Listing 2 also shows the two type definitions that support the trext:LocationCountyCode element. First, a simple type is defined that has xsd:enumeration elements for each of the code values. Then, a complex type is defined based on the simple type. The complex type adds universal attributes like s:id that are allowed on all NIEM objects through a reference to s:SimpleObjectAttributeGroup.

Creating entirely new types

Another method of NIEM extension is to create a whole new type. In my model, Bicycle doesn't have an equivalent at all in the NIEM model, so I need to create a new element and a new corresponding complex type. Whenever you add a new type, you should consider whether it is a specialization of an existing NIEM type—for example, nc:ActivityType, nc:PersonType, or nc:ItemType. For Bicycle, I decide that it should be based on nc:ConveyanceType, because it represents a means of transportation, which is appropriate for a bicycle. Also, nc:ConveyanceType already has most of the properties I need, such as serial number and description.

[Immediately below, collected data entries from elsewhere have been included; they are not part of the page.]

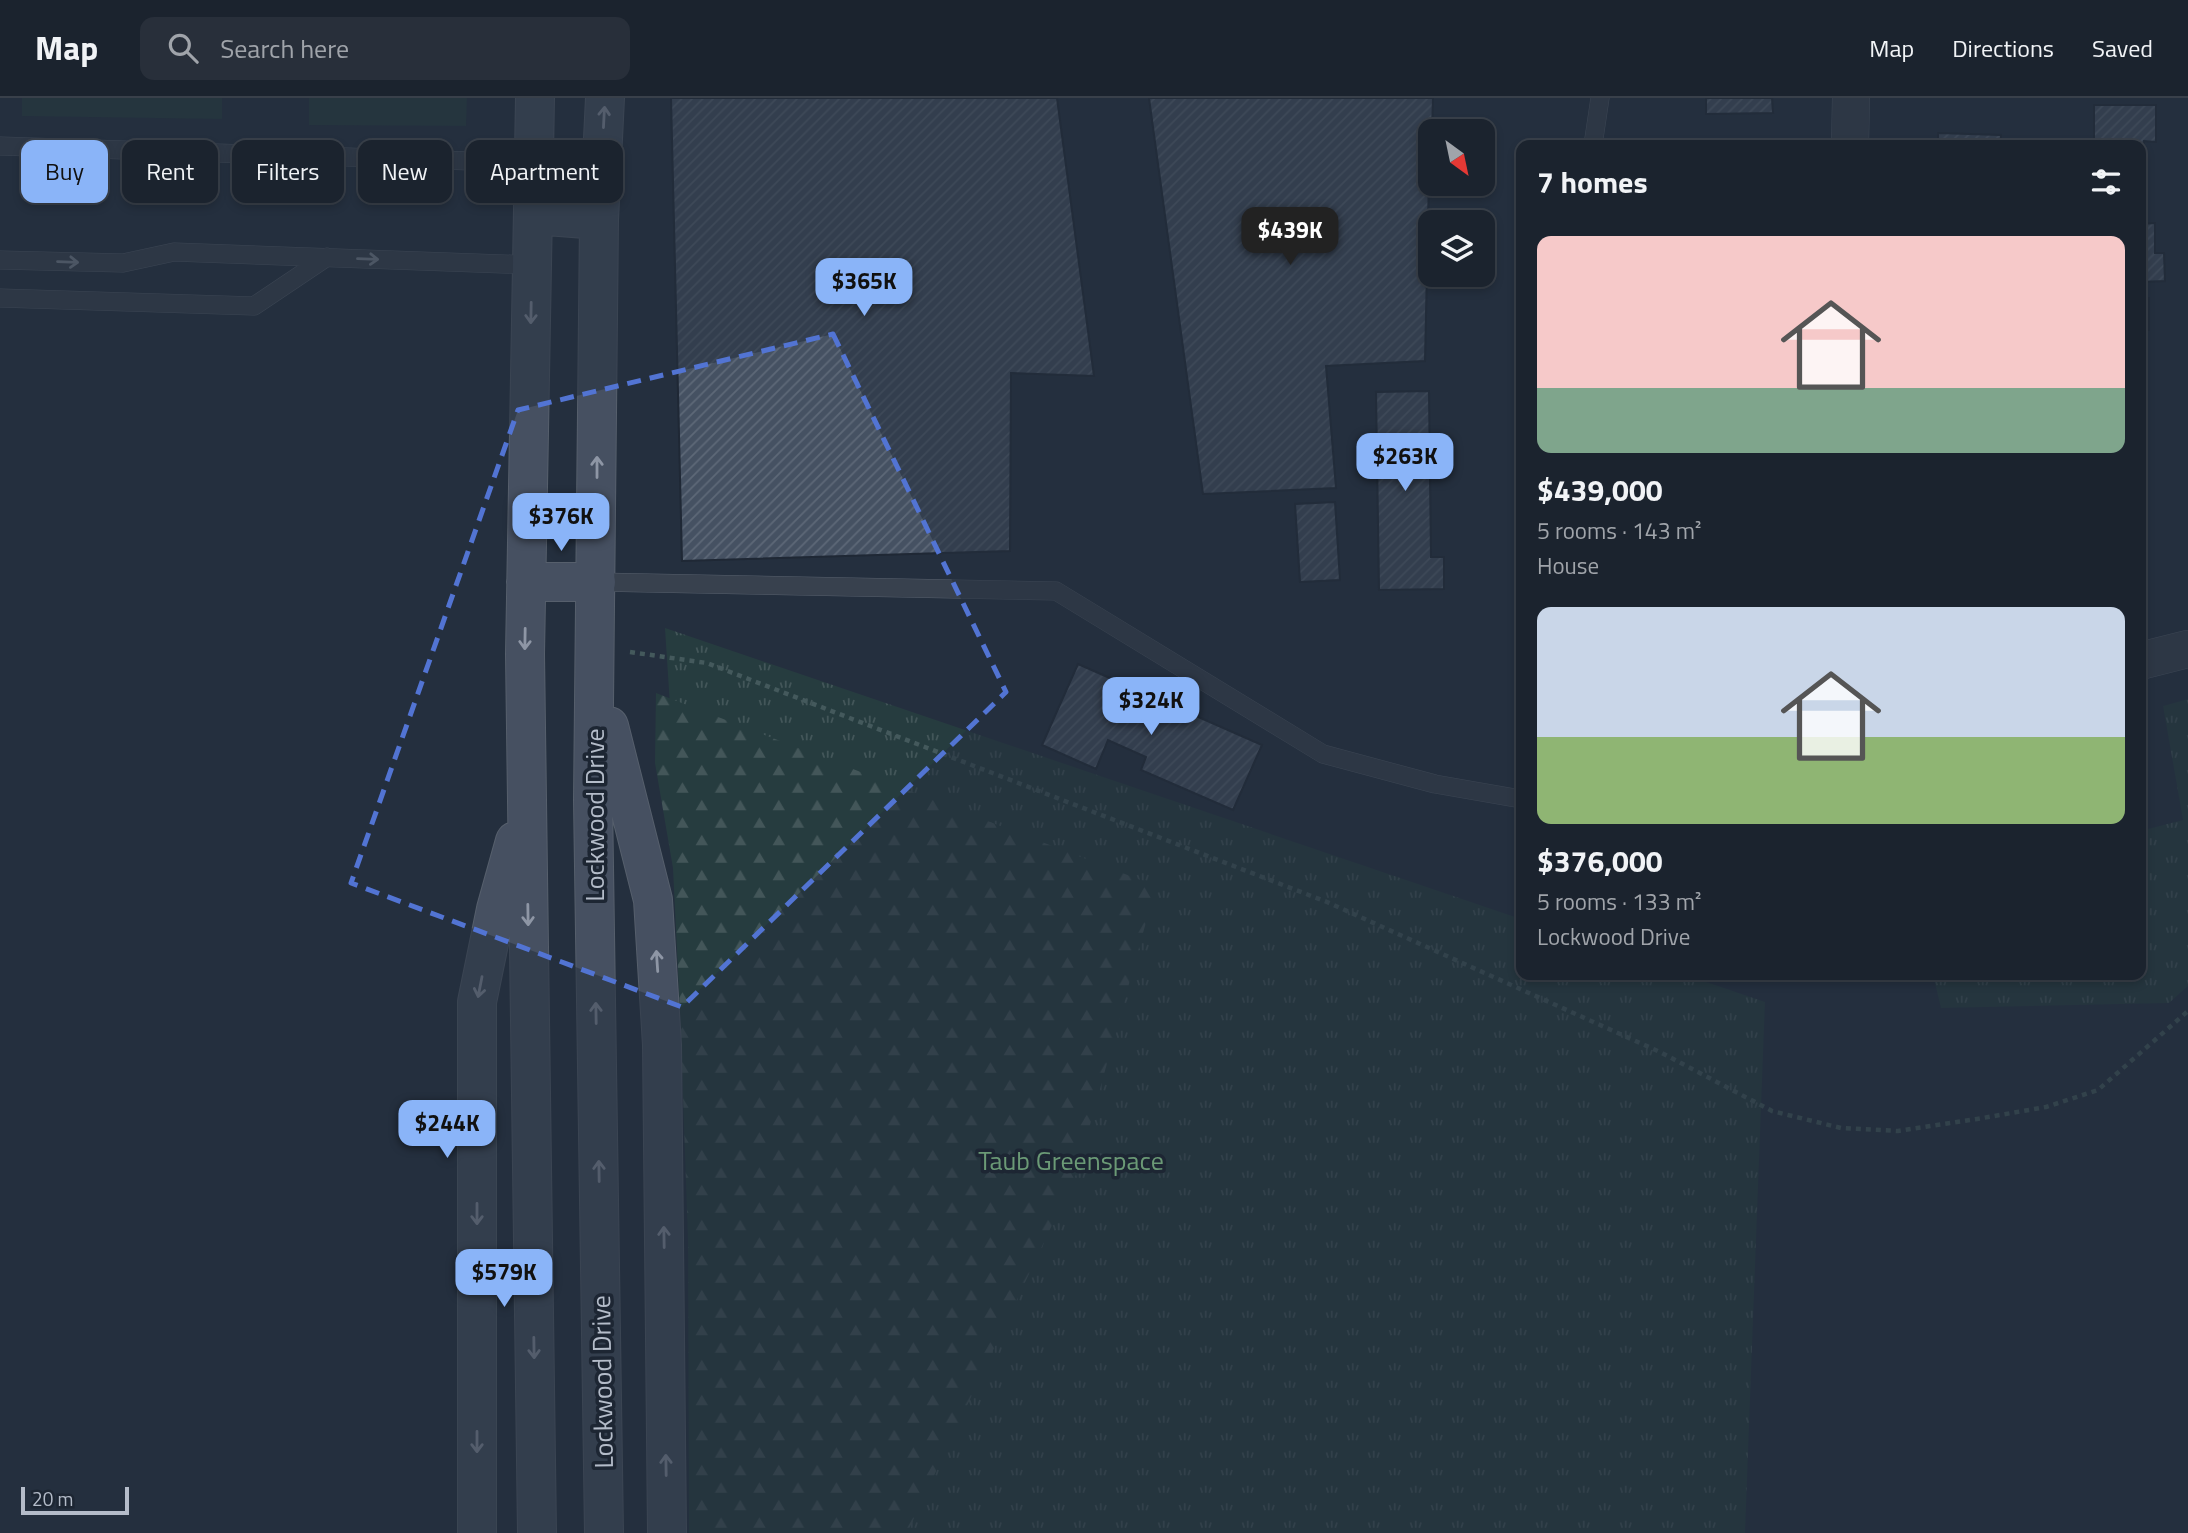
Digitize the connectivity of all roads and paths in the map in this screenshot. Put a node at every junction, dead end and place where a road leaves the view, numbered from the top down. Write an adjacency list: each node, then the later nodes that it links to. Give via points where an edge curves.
1 (536, 98): 5 (main road)
2 (606, 98): 12 (main road, Lockwood Drive, one-way to 2)
3 (1600, 98): 6 (lane)
4 (1851, 98): 7 (street)
5 (535, 140)
6 (1594, 140)
7 (1850, 140)
8 (0, 146): 9 (lane)
9 (466, 161)
10 (534, 203): 11 (main road)
11 (534, 215): 12 (main road); 15 (main road)
12 (599, 220): 18 (main road, Lockwood Drive, one-way to 12)
13 (327, 257): 14 (lane, one-way to 13, via 123,263 174,252); 15 (lane, one-way to 15); 16 (lane, via 254,306)
14 (0, 260)
15 (533, 265): 17 (main road, one-way to 17)
16 (0, 298)
17 (526, 582): 18 (main road); 23 (main road, one-way to 23)
18 (596, 582): 20 (main road, Lockwood Drive); 22 (lane, via 1056,592 1323,754 1435,784)
19 (2188, 649): 21 (street)
20 (595, 652): 24 (path, via 626,651 707,663 859,721 1326,902 1660,1052 1772,1111 1840,1128 1898,1131 2046,1107 2098,1090); 27 (main road, Lockwood Drive, one-way to 20, via 593,800); 28 (main road, one-way to 20, via 662,1045 653,900 614,753)
21 (2146, 660)
22 (1516, 798)
23 (527, 802): 25 (main road, one-way to 25, via 496,909 477,1002); 26 (main road, one-way to 26)
24 (2188, 1011)
25 (477, 1533)
26 (537, 1533)
27 (604, 1533)
28 (667, 1533)

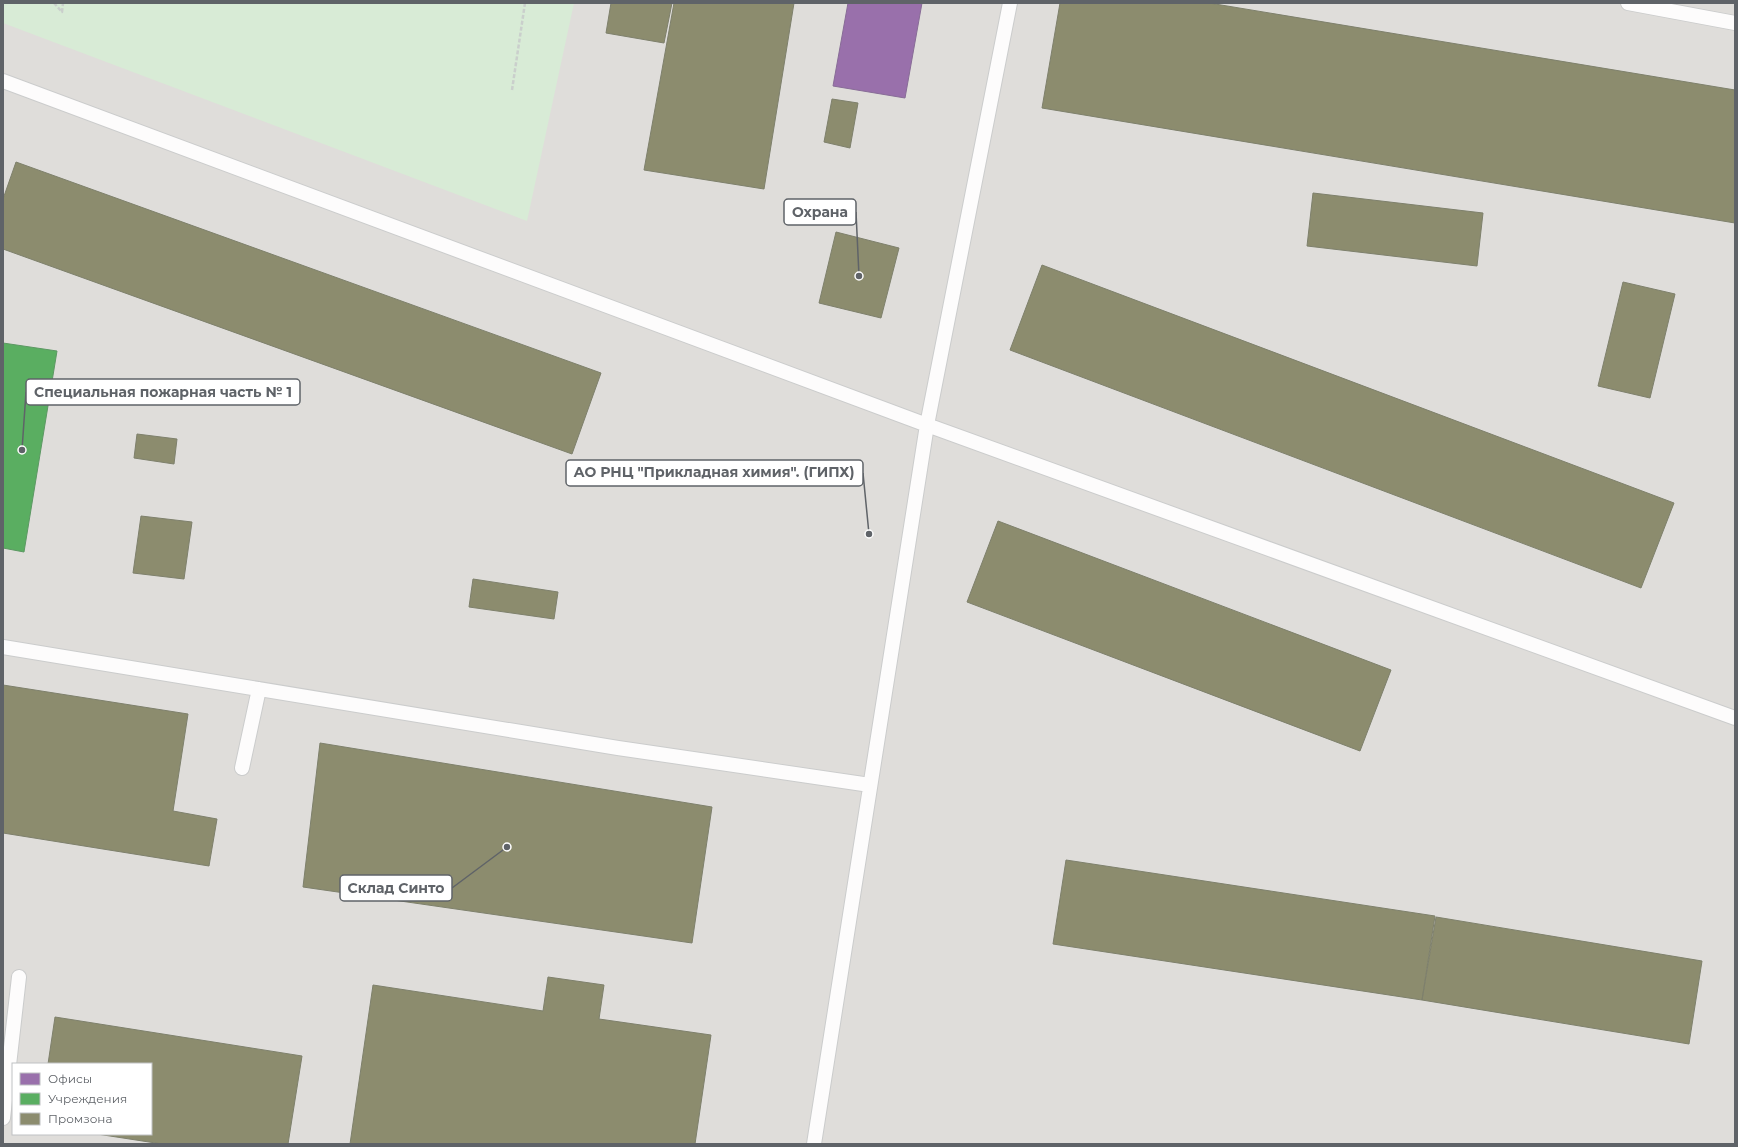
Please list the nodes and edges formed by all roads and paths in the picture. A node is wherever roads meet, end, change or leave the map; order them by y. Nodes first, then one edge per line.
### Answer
1 (54, 3) edge
2 (63, 3) edge
3 (525, 3) edge
4 (1010, 3) edge
5 (1628, 3) edge
6 (1735, 22) edge
7 (3, 81) edge
8 (512, 90) dead end
9 (927, 425) junction
10 (3, 647) edge
11 (259, 689) junction
12 (1735, 718) edge
13 (242, 768) dead end
14 (870, 785) junction
15 (19, 977) dead end
16 (3, 1118) edge
17 (814, 1144) edge

1 - 2 path
3 - 8 path
4 - 9 lane
5 - 6 lane
7 - 9 lane
9 - 12 lane
9 - 14 lane
10 - 11 lane
11 - 13 lane
11 - 14 lane
14 - 17 lane
15 - 16 lane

As with the previous method of extension, I have to define both a new element—trext:Bicycle—and a type—trext:BicycleType. Listing 3 shows these definitions.

Listing 3. Declaration of the trext:Bicycle element and related type
<xsd:element name="Bicycle" type="trext:BicycleType">
  <xsd:documentation>A bicycle.</xsd:documentation>

<xsd:complexType name="BicycleType">
  <xsd:documentation>A data type for a bicycle.</xsd:documentation>
  <xsd:extension base="nc:ConveyanceType">
     <xsd:element ref="trext:BicycleRegisteredIndicator" minOccurs="0" maxOccurs="1"/>

The type definition for trext:BicycleType indicates that it extends nc:ConveyanceType. Note that if you are creating a type that is truly new—that is, not based on any concept already in NIEM—you must base your type on s:ComplexObjectType, which is the root of all complex types in NIEM.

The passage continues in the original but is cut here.